Sunday, January 29, 2017

Uphill battle

I wrote last weekend how one of the small pieces of encouragement I found under the new administration was that within three days of me posting about sponsoring an Afghani refugee family with a group of friends, we had raised all the money and supplies we needed to support them in their transition to America. They were scheduled to arrive this upcoming Wednesday, February 1, when we would meet them at the airport with a warm meal and welcome them to their new home. Friday night we found out that the president signed an executive order banning all refugees from entering the country for 120 days, and cutting the number of refugees being accepted this year from 110,000 to 50,000, even though more than 50,000 have already been vetted - including our family. Best case scenario is that they still get in after spending an additional and unnecessary four months in a refugee camp. Worst case is they don't make the cut anymore. And that's to say nothing of all the families from the seven countries that are banned entirely.

I spent about two hours sobbing in bed yesterday morning. I know this isn't the most upsetting thing about the executive order, but I kept thinking how I had found this one tiny way to help one individual family in the face of so much awfulness, and now even that was gone. And then thinking that the despair and helplessness I was feeling could only be a tiny drop in the bucket of how the family was feeling. They had been five days away from starting a new life in safety, after years and years of waiting in refugee camps and being vetted and vetted and vetted again. I can't even wrap my head around how that would feel.

Ben eventually got me out of bed, and as we were trying to figure out what to do, a friend told us that a protest was happening at SFO airport in a few hours. I figured doing something was better than continuing to cry at home, and that it might feel good to turn some of my anger into yelling. We pulled two big pieces of cardboard from the dumpster outside our apartment building, wrote "banning refugees does not make us safer" on them in marker, met up with some friends who had just done the same, and then headed over to SFO. We got there shortly after the protest was scheduled to start at 3 and there were already a couple hundred people there - within about an hour there were close to a thousand, and the road to the terminal was shut down as we filled the space. We eventually moved inside and took over the arrivals level of the international terminal, since that's where the Department of Homeland Security is.

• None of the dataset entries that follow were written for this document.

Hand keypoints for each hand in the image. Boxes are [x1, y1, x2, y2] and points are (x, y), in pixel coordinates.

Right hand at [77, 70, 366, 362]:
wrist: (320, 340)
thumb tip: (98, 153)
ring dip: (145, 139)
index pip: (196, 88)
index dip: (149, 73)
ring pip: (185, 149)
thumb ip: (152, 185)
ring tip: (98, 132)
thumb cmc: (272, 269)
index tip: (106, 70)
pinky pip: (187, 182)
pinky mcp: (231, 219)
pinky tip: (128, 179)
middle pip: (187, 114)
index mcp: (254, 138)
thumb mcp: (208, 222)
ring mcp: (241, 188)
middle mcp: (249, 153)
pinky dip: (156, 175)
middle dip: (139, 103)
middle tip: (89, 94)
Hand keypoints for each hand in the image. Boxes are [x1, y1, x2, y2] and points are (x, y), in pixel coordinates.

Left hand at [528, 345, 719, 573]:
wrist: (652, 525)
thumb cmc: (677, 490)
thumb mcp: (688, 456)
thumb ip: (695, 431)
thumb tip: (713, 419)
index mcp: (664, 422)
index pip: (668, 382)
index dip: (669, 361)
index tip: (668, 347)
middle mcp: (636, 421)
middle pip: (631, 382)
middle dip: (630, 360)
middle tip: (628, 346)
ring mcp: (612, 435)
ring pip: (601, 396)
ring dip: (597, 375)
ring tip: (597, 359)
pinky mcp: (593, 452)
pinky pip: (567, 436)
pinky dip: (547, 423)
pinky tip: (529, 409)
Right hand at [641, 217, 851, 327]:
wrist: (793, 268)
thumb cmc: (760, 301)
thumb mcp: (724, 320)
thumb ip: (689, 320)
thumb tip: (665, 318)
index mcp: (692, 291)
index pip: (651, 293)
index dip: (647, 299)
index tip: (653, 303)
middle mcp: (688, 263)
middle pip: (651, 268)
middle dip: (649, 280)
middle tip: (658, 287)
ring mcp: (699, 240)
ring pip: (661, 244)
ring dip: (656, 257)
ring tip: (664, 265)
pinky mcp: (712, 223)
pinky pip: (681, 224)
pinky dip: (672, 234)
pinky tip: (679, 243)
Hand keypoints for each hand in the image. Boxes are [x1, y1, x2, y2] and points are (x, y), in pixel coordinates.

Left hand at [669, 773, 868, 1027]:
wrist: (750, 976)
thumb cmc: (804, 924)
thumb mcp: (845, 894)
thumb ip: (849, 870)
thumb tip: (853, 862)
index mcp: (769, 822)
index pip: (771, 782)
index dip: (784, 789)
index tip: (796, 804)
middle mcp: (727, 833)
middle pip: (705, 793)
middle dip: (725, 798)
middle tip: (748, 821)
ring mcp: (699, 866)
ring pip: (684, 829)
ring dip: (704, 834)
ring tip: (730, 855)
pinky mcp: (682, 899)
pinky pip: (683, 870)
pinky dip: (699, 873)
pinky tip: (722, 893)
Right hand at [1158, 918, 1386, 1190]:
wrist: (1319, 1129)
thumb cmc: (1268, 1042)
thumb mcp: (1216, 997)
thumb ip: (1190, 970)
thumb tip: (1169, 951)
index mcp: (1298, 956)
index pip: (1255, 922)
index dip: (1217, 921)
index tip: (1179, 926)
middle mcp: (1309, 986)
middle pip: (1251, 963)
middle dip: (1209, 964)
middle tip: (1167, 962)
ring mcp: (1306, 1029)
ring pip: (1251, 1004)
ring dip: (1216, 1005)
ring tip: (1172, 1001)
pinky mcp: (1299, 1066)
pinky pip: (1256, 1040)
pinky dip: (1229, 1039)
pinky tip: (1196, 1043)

As with the Women's March last week, being with a big group of people all committed to the same values was a comforting experience during a profoundly discomforting time. I was particularly heartened by the number of signs expressing Jewish-Muslim solidarity, since so often that divide is exploited to try and prevent two groups who are both oppressed by Christian hegemony from coming together as one. I was also heartened by the number of people showing up with tons of water bottles and food to distribute throughout the crowd, especially as the evening wore on and it became clear we were going to be there a long time. There were lots of chants and songs, but my favorite was "Move Trump, get out the way. Get out the way, Trump, get out the way" (reference, in case you need it). Both because it was fun to yell from a pettiness perspective, but also because it's how this whole week is making me feel - he will get out of the way, or we the people will push him out.

The best moment of the night was when word came through that a federal judge had issued a temporary stay on the executive order. The crowd erupted into a joyous mass of screaming, clapping, jumping, and overall jubilation. I don't know if this was a pure coincidence or if the noise triggered it (either from the crowd or from my own yelling), but at that moment the baby started kicking like crazy. I felt like I was doing something as a parent for the first time - trying to make a better world for my kid to live in.

We'd later find out that the judge's stay only applies to people who were already traveling when the order was issued, and that it would still take many hours - and in some cases over a day - for Customs and Border Protection to follow the stay and release people being detained, or even let them have access to a lawyer (even as of today, CBP is still disobeying the order in at least one airport). We ended up staying until 9pm, at which point my pregnant self was not hard core enough to commit to spending the night like many of the protestors did. An even bigger crowd reassembled today, though, since detainees were still being held as late as this afternoon, and on the news there are dozens of similar protests happening at airports and public spaces across the country. So, while this administration is clearly going to make it harder to find even small glimmers of hope than I thought, there are plenty of Americans willing to come together and fight for those glimmers. It's a small comfort to the Afghani family now indefinitely stuck in a refugee camp after being promised safety, and the thousands of other families in the same position, but hopefully it's the start of moving the administration out of the way and making America a country that is worthy of those families once again.